■ Problem to work on: Search the listing for the word "Which" and say how many lines have it, nothing besides.
'''
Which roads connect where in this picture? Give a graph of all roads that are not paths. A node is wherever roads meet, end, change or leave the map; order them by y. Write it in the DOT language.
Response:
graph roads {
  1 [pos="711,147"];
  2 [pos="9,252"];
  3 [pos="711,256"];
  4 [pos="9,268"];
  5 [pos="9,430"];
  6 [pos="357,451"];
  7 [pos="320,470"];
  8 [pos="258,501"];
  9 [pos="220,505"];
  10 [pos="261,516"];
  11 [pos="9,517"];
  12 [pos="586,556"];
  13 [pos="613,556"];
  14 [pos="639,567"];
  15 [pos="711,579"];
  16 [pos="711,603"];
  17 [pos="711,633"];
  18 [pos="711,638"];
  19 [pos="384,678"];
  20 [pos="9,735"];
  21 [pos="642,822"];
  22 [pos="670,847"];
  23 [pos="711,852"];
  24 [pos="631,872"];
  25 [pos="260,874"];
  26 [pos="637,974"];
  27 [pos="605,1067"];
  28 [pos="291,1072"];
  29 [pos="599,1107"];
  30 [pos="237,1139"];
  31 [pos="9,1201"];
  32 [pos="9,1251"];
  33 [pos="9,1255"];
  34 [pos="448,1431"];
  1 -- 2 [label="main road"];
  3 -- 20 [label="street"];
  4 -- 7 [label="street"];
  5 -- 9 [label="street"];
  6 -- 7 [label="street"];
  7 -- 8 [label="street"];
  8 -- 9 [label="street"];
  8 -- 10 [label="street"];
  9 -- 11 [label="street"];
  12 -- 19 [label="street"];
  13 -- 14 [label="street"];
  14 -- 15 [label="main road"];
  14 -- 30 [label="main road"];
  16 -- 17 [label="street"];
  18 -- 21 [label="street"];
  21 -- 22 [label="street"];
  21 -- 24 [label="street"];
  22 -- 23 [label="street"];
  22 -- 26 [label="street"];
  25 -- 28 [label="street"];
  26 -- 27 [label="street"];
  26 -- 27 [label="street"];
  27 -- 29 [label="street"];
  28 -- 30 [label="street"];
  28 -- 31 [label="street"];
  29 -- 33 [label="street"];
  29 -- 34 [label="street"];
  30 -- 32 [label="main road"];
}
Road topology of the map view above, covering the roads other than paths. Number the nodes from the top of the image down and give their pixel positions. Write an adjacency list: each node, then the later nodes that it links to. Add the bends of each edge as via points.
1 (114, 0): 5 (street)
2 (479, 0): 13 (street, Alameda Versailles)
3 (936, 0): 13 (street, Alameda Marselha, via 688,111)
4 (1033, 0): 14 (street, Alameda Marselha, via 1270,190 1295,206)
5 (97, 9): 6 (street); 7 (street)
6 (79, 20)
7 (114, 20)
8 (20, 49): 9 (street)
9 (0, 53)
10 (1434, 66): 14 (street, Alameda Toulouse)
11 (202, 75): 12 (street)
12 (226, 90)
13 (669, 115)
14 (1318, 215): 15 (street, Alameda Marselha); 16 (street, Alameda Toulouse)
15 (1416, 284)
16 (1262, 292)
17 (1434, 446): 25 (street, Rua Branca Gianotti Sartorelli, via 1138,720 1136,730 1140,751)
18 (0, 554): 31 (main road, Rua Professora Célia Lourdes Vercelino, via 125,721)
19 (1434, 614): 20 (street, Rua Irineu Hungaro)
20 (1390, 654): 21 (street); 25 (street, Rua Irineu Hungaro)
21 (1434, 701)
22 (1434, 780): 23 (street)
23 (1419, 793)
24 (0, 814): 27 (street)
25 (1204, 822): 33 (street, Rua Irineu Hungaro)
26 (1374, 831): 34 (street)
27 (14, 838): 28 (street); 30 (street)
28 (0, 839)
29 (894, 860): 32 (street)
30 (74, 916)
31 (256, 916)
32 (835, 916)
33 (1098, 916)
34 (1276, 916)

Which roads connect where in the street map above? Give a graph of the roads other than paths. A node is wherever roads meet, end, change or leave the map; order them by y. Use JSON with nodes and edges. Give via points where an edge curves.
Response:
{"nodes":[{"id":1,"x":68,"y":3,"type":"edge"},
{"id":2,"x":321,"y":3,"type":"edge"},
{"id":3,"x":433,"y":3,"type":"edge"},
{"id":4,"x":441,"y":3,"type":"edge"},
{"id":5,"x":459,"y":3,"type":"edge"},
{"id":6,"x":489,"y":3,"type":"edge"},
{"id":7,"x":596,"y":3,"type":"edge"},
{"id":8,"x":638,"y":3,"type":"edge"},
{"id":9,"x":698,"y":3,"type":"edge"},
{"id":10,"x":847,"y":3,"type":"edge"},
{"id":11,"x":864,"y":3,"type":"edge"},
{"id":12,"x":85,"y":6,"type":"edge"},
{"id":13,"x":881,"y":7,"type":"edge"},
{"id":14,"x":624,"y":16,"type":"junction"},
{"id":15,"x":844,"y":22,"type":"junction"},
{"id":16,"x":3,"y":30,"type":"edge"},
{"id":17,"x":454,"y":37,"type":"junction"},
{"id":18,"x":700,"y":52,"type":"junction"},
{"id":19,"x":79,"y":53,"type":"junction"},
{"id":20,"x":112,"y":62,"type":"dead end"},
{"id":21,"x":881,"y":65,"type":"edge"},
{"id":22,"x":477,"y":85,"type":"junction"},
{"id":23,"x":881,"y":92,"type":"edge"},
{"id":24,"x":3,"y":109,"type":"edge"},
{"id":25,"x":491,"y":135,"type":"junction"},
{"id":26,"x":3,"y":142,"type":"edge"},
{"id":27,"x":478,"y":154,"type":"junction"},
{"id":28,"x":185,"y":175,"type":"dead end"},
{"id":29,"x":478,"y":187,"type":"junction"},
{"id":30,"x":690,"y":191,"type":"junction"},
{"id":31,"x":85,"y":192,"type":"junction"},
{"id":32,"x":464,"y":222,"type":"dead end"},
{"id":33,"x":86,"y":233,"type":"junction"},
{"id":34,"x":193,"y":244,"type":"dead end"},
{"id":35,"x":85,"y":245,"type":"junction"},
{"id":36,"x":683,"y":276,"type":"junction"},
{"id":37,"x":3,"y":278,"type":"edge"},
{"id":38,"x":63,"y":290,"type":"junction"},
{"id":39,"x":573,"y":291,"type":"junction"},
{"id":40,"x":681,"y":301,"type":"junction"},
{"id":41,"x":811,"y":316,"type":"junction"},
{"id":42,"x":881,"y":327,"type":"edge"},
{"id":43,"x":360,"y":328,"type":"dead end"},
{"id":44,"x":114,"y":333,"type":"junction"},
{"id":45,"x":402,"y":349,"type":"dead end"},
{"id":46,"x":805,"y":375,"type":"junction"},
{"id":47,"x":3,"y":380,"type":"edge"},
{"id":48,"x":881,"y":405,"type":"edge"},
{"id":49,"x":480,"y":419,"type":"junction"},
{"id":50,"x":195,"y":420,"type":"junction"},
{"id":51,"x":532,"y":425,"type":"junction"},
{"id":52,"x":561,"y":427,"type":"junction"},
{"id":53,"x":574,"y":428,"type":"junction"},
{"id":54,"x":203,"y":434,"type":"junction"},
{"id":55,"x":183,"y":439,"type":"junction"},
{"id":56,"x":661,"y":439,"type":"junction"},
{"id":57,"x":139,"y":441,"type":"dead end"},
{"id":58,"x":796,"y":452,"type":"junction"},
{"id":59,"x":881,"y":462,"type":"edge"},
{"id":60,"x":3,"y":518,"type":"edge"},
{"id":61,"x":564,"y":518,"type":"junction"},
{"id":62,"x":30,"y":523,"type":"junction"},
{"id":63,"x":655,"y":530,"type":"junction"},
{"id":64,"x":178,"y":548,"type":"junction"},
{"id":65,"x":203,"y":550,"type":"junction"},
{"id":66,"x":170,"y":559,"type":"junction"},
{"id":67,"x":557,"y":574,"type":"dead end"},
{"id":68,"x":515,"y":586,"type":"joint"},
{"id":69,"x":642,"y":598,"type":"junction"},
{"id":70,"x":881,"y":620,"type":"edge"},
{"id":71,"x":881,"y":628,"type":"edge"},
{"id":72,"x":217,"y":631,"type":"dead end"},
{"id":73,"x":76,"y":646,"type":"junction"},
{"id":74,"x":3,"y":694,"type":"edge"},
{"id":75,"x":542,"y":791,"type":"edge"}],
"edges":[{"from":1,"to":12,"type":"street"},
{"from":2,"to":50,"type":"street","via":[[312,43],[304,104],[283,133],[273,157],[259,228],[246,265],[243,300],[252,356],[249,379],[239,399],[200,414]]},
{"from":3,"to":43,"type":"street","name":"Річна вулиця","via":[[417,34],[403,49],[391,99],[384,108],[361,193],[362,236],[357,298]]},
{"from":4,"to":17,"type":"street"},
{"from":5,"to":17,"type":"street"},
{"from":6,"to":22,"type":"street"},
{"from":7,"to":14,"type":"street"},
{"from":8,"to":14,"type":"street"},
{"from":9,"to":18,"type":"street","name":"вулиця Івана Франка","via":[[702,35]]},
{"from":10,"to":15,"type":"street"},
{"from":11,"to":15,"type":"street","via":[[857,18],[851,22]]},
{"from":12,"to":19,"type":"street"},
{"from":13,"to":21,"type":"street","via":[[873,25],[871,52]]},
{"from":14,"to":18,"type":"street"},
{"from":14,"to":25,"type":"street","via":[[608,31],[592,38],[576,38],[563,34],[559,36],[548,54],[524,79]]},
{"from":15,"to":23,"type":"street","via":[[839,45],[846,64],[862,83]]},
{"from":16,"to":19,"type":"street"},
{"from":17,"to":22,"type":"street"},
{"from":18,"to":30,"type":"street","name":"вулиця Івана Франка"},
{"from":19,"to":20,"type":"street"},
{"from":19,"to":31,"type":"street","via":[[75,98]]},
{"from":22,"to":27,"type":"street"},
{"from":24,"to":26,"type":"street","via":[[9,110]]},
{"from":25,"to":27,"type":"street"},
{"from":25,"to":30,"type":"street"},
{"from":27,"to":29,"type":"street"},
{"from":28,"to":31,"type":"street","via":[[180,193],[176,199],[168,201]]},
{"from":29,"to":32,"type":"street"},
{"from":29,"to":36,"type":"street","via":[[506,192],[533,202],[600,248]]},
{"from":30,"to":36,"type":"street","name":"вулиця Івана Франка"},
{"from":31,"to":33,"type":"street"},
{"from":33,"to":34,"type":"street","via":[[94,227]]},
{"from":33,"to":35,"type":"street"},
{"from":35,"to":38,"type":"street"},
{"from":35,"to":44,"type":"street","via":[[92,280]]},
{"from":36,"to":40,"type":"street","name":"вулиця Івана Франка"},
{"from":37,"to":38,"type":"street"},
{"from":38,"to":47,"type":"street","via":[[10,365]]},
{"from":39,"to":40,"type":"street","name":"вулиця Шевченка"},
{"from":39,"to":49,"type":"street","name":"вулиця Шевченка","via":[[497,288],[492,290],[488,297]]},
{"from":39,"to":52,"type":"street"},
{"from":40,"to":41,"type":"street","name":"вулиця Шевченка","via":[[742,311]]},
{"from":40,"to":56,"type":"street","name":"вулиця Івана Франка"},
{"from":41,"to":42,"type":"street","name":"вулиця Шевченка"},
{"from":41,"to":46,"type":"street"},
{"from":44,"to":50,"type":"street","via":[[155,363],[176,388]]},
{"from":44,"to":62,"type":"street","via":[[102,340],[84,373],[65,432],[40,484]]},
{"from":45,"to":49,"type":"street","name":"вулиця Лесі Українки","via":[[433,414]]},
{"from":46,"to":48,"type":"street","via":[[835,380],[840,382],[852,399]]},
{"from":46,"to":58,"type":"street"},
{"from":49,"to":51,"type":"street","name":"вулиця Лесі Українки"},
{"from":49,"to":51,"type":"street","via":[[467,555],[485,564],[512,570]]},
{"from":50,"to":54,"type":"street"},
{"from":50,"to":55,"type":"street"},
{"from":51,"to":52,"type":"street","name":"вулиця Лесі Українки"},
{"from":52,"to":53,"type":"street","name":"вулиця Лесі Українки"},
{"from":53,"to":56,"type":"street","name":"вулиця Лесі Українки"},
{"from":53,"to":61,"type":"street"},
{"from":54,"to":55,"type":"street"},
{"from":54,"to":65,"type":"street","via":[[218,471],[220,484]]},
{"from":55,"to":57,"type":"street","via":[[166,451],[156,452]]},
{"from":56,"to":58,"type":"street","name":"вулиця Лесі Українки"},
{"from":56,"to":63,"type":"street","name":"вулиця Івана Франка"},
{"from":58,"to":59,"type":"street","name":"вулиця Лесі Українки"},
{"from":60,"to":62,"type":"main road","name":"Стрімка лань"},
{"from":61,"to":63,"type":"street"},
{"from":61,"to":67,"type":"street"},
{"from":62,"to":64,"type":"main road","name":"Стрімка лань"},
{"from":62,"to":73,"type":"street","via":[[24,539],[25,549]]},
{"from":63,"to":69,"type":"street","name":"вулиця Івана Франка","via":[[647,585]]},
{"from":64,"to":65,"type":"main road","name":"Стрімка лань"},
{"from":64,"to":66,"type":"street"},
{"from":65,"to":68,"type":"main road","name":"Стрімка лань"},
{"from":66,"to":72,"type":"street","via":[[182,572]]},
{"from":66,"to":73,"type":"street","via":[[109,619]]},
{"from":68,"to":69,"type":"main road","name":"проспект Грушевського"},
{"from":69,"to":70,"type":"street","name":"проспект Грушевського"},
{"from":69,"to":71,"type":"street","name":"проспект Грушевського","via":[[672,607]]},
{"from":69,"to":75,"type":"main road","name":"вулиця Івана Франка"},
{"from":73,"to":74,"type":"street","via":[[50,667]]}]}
'''
■ Reply: 2